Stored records
━━━━━━━━

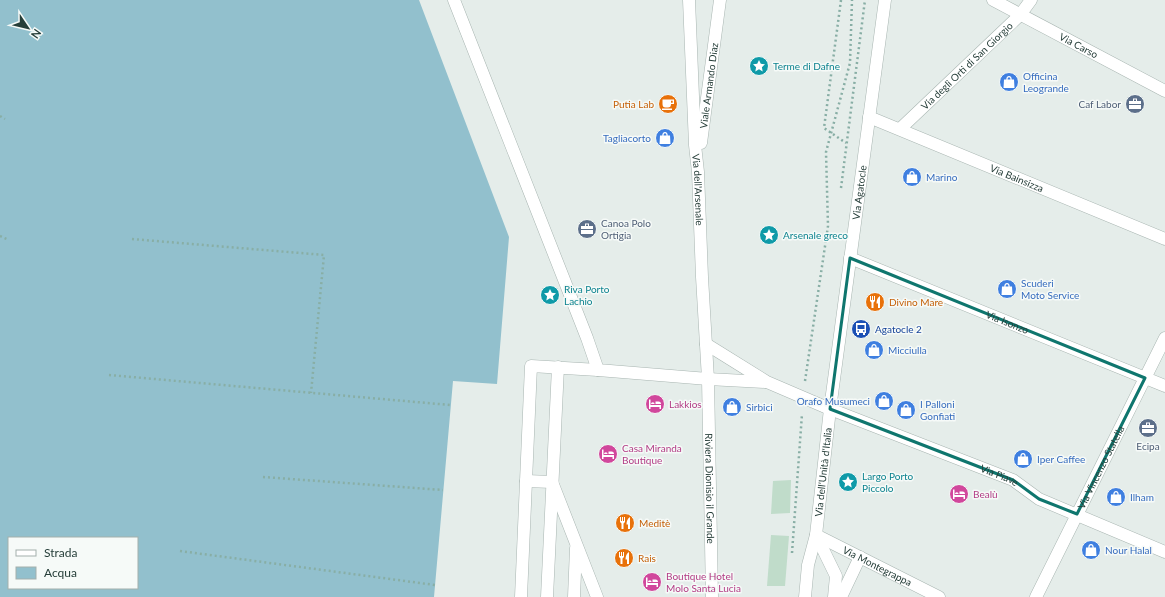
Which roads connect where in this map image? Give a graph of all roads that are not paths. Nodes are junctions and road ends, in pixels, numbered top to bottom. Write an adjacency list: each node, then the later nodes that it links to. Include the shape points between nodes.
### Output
1 (454, 0): 17 (street)
2 (689, 0): 11 (street, Via dell'Arsenale)
3 (720, 0): 11 (street, Viale Armando Diaz)
4 (885, 0): 9 (street, Via Agatocle)
5 (992, 0): 7 (street, Via Carso)
6 (1031, 0): 7 (street, Via degli Orti di San Giorgio)
7 (1020, 15): 8 (street, Via Carso); 10 (street, Via degli Orti di San Giorgio)
8 (1165, 91)
9 (869, 117): 10 (street, Via Bainsizza); 13 (street, Via Agatocle)
10 (900, 129): 12 (street, Via Bainsizza)
11 (698, 172): 15 (street, Via dell'Arsenale)
12 (1165, 239)
13 (850, 258): 18 (street, Via Isonzo); 22 (street, Via Agatocle)
14 (1165, 338): 18 (street, Via Vincenzo Statella)
15 (706, 344): 19 (street, Via dell'Arsenale); 20 (street)
16 (558, 367): 17 (street); 23 (street, via 531,366); 24 (street)
17 (598, 370): 19 (street)
18 (1145, 378): 21 (street, Via Isonzo); 25 (street, Via Vincenzo Statella)
19 (708, 379): 20 (street); 34 (street, Riviera Dionisio il Grande)
20 (767, 382): 22 (street, Via Piave)
21 (1165, 386)
22 (830, 409): 25 (street, Via Piave, via 1013,480 1039,499); 26 (street, Via dell'Unità d'Italia)
23 (526, 481): 24 (street); 30 (street)
24 (552, 482): 27 (street); 31 (street)
25 (1077, 514): 28 (street, Via Piave); 39 (street, Via Vincenzo Statella)
26 (816, 535): 29 (street, Via Montegrappa); 35 (street, Via dell'Unità d'Italia, via 808,565); 36 (street, via 836,576)
27 (576, 541): 32 (street); 33 (street)
28 (1165, 552)
29 (860, 557): 37 (street); 38 (street, Via Montegrappa)
30 (521, 597)
31 (547, 597)
32 (574, 597)
33 (597, 597)
34 (712, 597)
35 (805, 597)
36 (834, 597)
37 (841, 597)
38 (939, 597)
39 (1036, 597)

━━━━━━━━

### Problem
Copy out all lines from the records where the word "Vincenzo" appears.

### Output
14 (1165, 338): 18 (street, Via Vincenzo Statella)
18 (1145, 378): 21 (street, Via Isonzo); 25 (street, Via Vincenzo Statella)
25 (1077, 514): 28 (street, Via Piave); 39 (street, Via Vincenzo Statella)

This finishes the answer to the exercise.